What can the anesthesiology department do?

The weakness of self-assessment limits the effectiveness of these suggestions in assisting departments in their decisions regarding their aging colleagues, hence the need to be proactive and to consider introducing a structured “winding down” policy. Older anesthesiologists should be assigned to less challenging work; this should be possible in most departments. Provision of more assistance for the older anesthesiologist from other staff anesthesiologists, residents, or anesthesia assistants should be considered for certain cases as appropriate (c.f., the presence of a second pilot on the flight deck in aviation), but arguably, this may be logistically difficult. Indeed, there is a lack of published data to indicate whether or not this so-called “supervisory practice model”56 improves patient safety and reduces malpractice lawsuits. The older anesthesiologist may be less suited for on-call activities and higher acuity cases, and anesthesiology departments may need to allow for adjustments in scheduling when planning recruitment.

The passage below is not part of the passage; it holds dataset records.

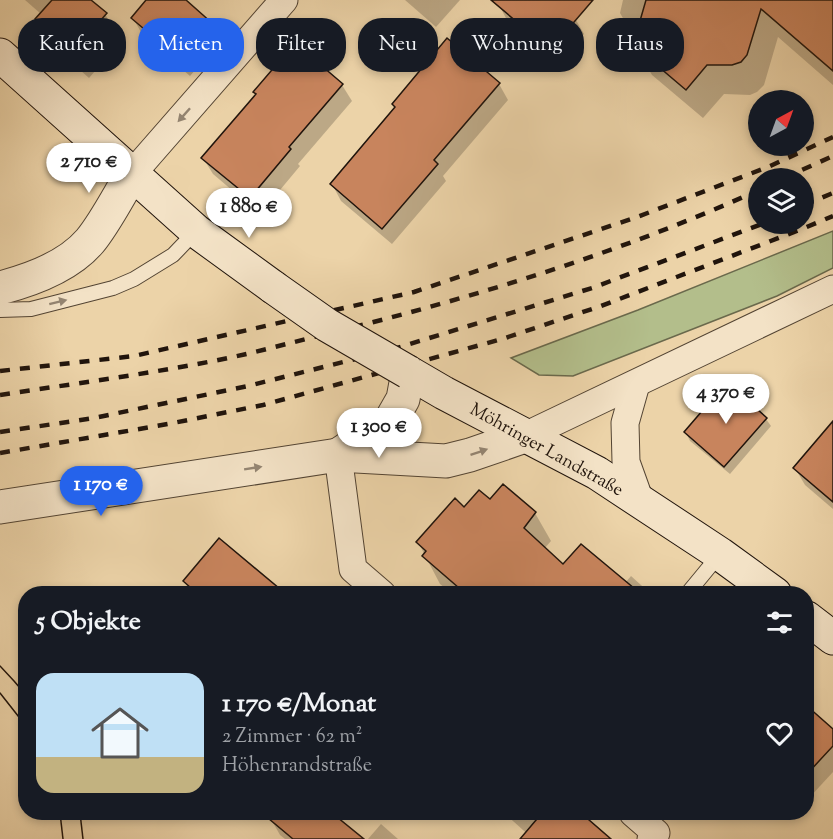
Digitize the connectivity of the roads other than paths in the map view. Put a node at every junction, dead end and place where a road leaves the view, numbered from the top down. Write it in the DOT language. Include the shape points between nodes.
graph roads {
  1 [pos="284,0"];
  2 [pos="0,55"];
  3 [pos="132,174"];
  4 [pos="196,231"];
  5 [pos="0,288"];
  6 [pos="833,289"];
  7 [pos="0,310"];
  8 [pos="408,372"];
  9 [pos="636,384"];
  10 [pos="525,436"];
  11 [pos="338,455"];
  12 [pos="640,501"];
  13 [pos="0,507"];
  14 [pos="720,554"];
  15 [pos="373,586"];
  16 [pos="694,586"];
  17 [pos="764,586"];
  18 [pos="814,623"];
  19 [pos="833,638"];
  20 [pos="641,820"];
  21 [pos="651,839"];
  1 -- 3 [label="street, one-way"];
  2 -- 3 [label="main road, Möhringer Landstraße"];
  3 -- 4 [label="main road, Möhringer Landstraße"];
  3 -- 5 [label="main road" via="90,242 65,262 26,282"];
  7 -- 4 [label="lane, one-way" via="31,309 113,288 173,255"];
  4 -- 8 [label="main road, Möhringer Landstraße, bridge" via="327,324"];
  6 -- 9 [label="street"];
  8 -- 10 [label="main road, Möhringer Landstraße"];
  8 -- 11 [label="main road" via="403,399 391,420"];
  9 -- 10 [label="street"];
  9 -- 12 [label="street" via="625,423 626,462"];
  11 -- 10 [label="main road, one-way" via="446,461"];
  10 -- 12 [label="main road, Möhringer Landstraße" via="597,473"];
  13 -- 11 [label="main road, one-way"];
  11 -- 15 [label="street" via="353,569"];
  12 -- 14 [label="main road, Möhringer Landstraße"];
  14 -- 16 [label="lane"];
  14 -- 17 [label="main road, Möhringer Landstraße"];
  18 -- 19 [label="main road"];
  20 -- 21 [label="street" via="656,833"];
}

The department may need to assist with acquiring appropriate assessments to ensure fitness-to-practice and, ideally, should conduct the appropriate performance evaluations internally rather than relying on external regulatory body assessments. There should be on-site observation of practice by anesthesiologists appointed by the university (ideally not the site chief per se, but perhaps younger colleagues – maybe ten or more years out of residency). This could also be a responsibility of the health region. Some anesthetic partnership practices are establishing phased retirement plans57 similar to the proposal below with progressive reductions in on-call and OR schedule assignments.

Structured “winding down” of clinical activities

Perhaps there should be a role for the CAS, in a similar manner as that for the CPSO but with a focus on the pertinent anesthesia issues. A high-level national approach from the CAS or RCPSC could provide for a system change that could be standardized and include non-hospital practitioners.

In the absence of a national policy, we suggest local initiatives. Table 3 shows an example of a structured winding down of clinical activities for the anesthesiologist nearing retirement. Of course, the anesthesiologist may reduce activities earlier than these timelines within the limits of departmental policies. Acknowledging the variability in the aging process, the anesthesiologist who wants to make changes in practice activities at an older age should demonstrate clinical competence annually using simulation sessions to assess and practice crisis management. It could be reasonably argued that all anesthesiologists should perform this assessment annually, but it may be more practical and acceptable to begin with this higher risk group. The financial and logistical considerations for this venture would need to be developed locally.

Table 3 An example of structured pre-retirement “winding down” of clinical activities

There are potential benefits to this approach for patients, individual physicians, partnerships, and departments. Although specific associations between older of physicians and adverse events can be difficult to ascertain, patient safety remains paramount. Physicians will have less uncertainty about their end-of-career course with proper planning that facilitates less stress and provides protection from external pressures to carry out cases with which they may feel less at ease. With this in place, perhaps regulatory bodies would even consider forgoing their own performance reviews. If adverse events do occur despite this approach, then at least the individuals will have shown due diligence to ensure a responsible approach and insight into this aspect of their work activities towards the end of their career. Similarly, depending on local factors and policies, the department will also have shown a responsible approach and insight into this aspect of the work activities of individuals towards the end of their careers. This may also lead to an improved ability to plan for hiring personnel to cover on-call and to take care of higher acuity cases. Importantly, the individual hospital and anesthesiology departments will benefit from the continued presence of practicing elderly physicians who should be less stressed yet still willing to be present for the educational benefit of their less experienced colleagues.